Scale the canary from 1 to 3 to 5 pods to widen exposure, then, once confident, roll the stable Deployment to the new image and scale the canary back to zero. This works, but notice its limits: the split is only as fine-grained as your pod ratio (getting 5% means 1 canary pod per 19 stable, which needs 20 pods), the routing is random rather than sticky, and - the big one - Kubernetes itself does not watch the canary's metrics. You are the control loop, eyeballing dashboards and scaling manually. It is a real canary in mechanism but a manual one in operation.

Where a tool takes over

The vanilla approximations above hit a wall in the same place: Kubernetes gives you the primitives (multiple ReplicaSets, label-based routing, readiness gating) but no automated, metric-driven progressive delivery. It cannot natively do "shift 5% of traffic, check the error rate over five minutes, if healthy shift to 25%, otherwise roll back automatically." That decision loop - analyze real metrics, advance or abort - is exactly what dedicated tools add.

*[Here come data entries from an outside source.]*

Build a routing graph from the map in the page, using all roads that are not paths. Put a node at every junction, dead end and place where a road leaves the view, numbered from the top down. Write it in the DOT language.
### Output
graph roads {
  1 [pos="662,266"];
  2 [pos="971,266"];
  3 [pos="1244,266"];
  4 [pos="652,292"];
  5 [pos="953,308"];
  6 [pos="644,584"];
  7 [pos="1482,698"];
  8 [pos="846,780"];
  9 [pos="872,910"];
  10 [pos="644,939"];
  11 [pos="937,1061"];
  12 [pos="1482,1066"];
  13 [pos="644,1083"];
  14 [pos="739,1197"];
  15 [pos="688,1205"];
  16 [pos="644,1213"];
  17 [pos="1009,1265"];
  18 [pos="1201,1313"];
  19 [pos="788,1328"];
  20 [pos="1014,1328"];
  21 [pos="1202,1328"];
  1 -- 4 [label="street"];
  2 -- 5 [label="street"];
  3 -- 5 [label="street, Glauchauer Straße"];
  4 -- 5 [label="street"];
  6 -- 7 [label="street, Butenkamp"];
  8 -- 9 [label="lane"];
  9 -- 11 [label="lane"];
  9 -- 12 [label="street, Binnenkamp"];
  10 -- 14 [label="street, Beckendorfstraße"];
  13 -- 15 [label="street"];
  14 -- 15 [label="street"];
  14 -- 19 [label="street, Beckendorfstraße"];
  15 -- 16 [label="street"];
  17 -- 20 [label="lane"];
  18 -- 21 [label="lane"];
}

  • Argo Rollouts replaces the Deployment with a Rollout resource that speaks canary and blue-green natively. You declare the steps (setWeight: 20, pause: {duration: 5m}, setWeight: 50, and so on), wire in AnalysisTemplates that query Prometheus, Datadog, or similar, and it automatically promotes or aborts each step based on whether the metrics stay within bounds. It also integrates with a service mesh or ingress for true percentage-based traffic splitting rather than pod-ratio approximation.
  • Flagger sits on top of your existing Deployments and a service mesh (Istio, Linkerd) or ingress (NGINX, Gateway API). It drives the canary by progressively shifting traffic weights at the mesh layer, running metric analysis and webhook checks between steps, and rolling back automatically on regression - all while you keep authoring a normal Deployment.

The line is clear. Native Kubernetes RollingUpdate, plus readiness probes and the timing fields, is enough for the everyday case and is what you should master first - it is genuinely safe and covers most services. Manual blue-green and canary with selectors and replica math are fine for occasional, supervised releases. But once you want repeatable, automated, metric-gated progressive delivery with automatic rollback, stop hand-rolling it and adopt Argo Rollouts or Flagger. Reimplementing their analysis loop with cron jobs and kubectl scale is a well-known way to build a fragile, half-working version of a solved problem.

The shape of it

A Deployment's real value is not "run N pods" - the ReplicaSet does that - it is managing change safely, and change is orchestrated by scaling a new ReplicaSet up while scaling the old one down. RollingUpdate governs that dance with maxSurge (extra pods for headroom and speed) and maxUnavailable (how much capacity you will give up), and the two trade capacity against speed against cluster room. Recreate is the deliberate all-at-once swap for versions that cannot coexist, at the price of downtime. The kubectl rollout commands - status to gate CI, history and undo for instant rollback off retained ReplicaSets, pause/resume to batch or hand-canary - are how you drive and recover a live deploy. Readiness probes are the load-bearing piece: they turn a blind swap into a gated, self-stalling rollout, and minReadySeconds plus progressDeadlineSeconds give it the right patience. Blue-green and canary are higher-level shapes you can approximate with selectors and replica math, but when you need automated, metric-driven rollouts with auto-rollback, that is where Argo Rollouts or Flagger earn their keep. When a rollout misbehaves, the debugging read is the same STATUS -> describe -> logs loop from the debugging guide, aimed at the new ReplicaSet's pods.